:: Exercise details ::
Please copy the records exactly as they appear, with all pictures left out.

*** Input for this task Section Begins ***

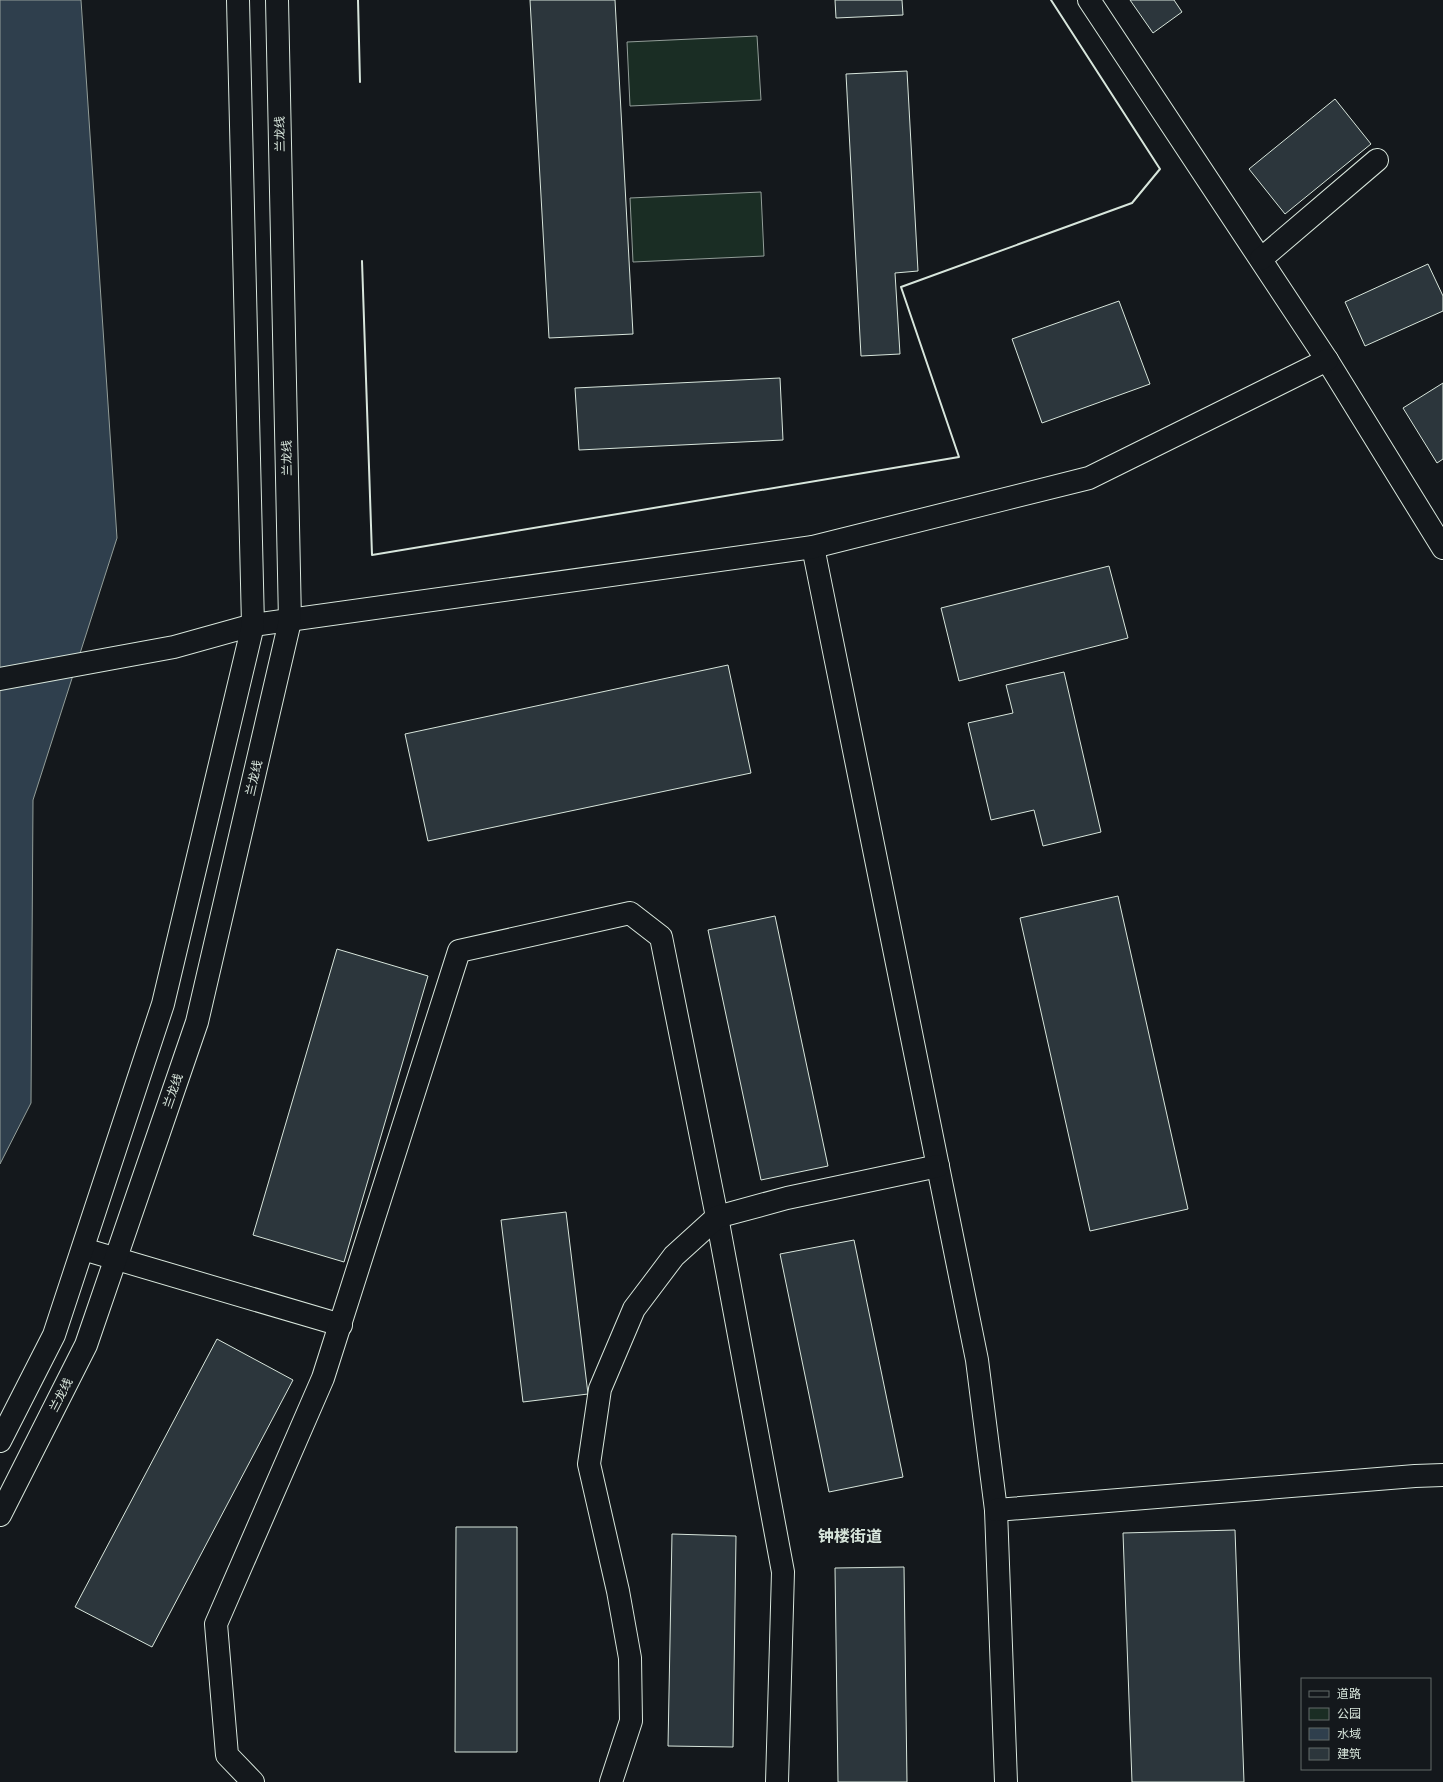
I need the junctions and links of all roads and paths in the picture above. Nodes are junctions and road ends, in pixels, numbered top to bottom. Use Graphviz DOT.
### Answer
graph roads {
  1 [pos="238,0"];
  2 [pos="277,0"];
  3 [pos="1089,0"];
  4 [pos="1377,160"];
  5 [pos="1261,259"];
  6 [pos="1327,360"];
  7 [pos="813,547"];
  8 [pos="1443,548"];
  9 [pos="290,621"];
  10 [pos="252,625"];
  11 [pos="0,679"];
  12 [pos="938,1166"];
  13 [pos="717,1217"];
  14 [pos="83,1249"];
  15 [pos="116,1258"];
  16 [pos="341,1325"];
  17 [pos="0,1441"];
  18 [pos="1443,1475"];
  19 [pos="996,1510"];
  20 [pos="0,1515"];
  21 [pos="253,1782"];
  22 [pos="611,1782"];
  23 [pos="777,1782"];
  24 [pos="1006,1782"];
  1 -- 10 [label="main road"];
  2 -- 9 [label="main road, 兰龙线"];
  3 -- 5 [label="main road"];
  4 -- 5 [label="main road"];
  5 -- 6 [label="main road"];
  6 -- 7 [label="main road"];
  6 -- 8 [label="main road"];
  7 -- 9 [label="main road"];
  7 -- 12 [label="main road"];
  9 -- 10 [label="main road"];
  9 -- 15 [label="main road, 兰龙线"];
  10 -- 11 [label="main road"];
  10 -- 14 [label="main road"];
  12 -- 13 [label="main road"];
  12 -- 19 [label="main road"];
  13 -- 16 [label="main road"];
  13 -- 22 [label="main road"];
  13 -- 23 [label="main road"];
  14 -- 15 [label="main road"];
  14 -- 17 [label="main road"];
  15 -- 16 [label="main road"];
  15 -- 20 [label="main road, 兰龙线"];
  16 -- 21 [label="main road"];
  18 -- 19 [label="main road"];
  19 -- 24 [label="main road"];
}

*** Input for this task Section Ends ***

:: Response for this exercise ::
I need the junctions and links of all roads and paths in the picture above. Nodes are junctions and road ends, in pixels, numbered top to bottom. Use Graphviz DOT.
### Answer
graph roads {
  1 [pos="238,0"];
  2 [pos="277,0"];
  3 [pos="1089,0"];
  4 [pos="1377,160"];
  5 [pos="1261,259"];
  6 [pos="1327,360"];
  7 [pos="813,547"];
  8 [pos="1443,548"];
  9 [pos="290,621"];
  10 [pos="252,625"];
  11 [pos="0,679"];
  12 [pos="938,1166"];
  13 [pos="717,1217"];
  14 [pos="83,1249"];
  15 [pos="116,1258"];
  16 [pos="341,1325"];
  17 [pos="0,1441"];
  18 [pos="1443,1475"];
  19 [pos="996,1510"];
  20 [pos="0,1515"];
  21 [pos="253,1782"];
  22 [pos="611,1782"];
  23 [pos="777,1782"];
  24 [pos="1006,1782"];
  1 -- 10 [label="main road"];
  2 -- 9 [label="main road, 兰龙线"];
  3 -- 5 [label="main road"];
  4 -- 5 [label="main road"];
  5 -- 6 [label="main road"];
  6 -- 7 [label="main road"];
  6 -- 8 [label="main road"];
  7 -- 9 [label="main road"];
  7 -- 12 [label="main road"];
  9 -- 10 [label="main road"];
  9 -- 15 [label="main road, 兰龙线"];
  10 -- 11 [label="main road"];
  10 -- 14 [label="main road"];
  12 -- 13 [label="main road"];
  12 -- 19 [label="main road"];
  13 -- 16 [label="main road"];
  13 -- 22 [label="main road"];
  13 -- 23 [label="main road"];
  14 -- 15 [label="main road"];
  14 -- 17 [label="main road"];
  15 -- 16 [label="main road"];
  15 -- 20 [label="main road, 兰龙线"];
  16 -- 21 [label="main road"];
  18 -- 19 [label="main road"];
  19 -- 24 [label="main road"];
}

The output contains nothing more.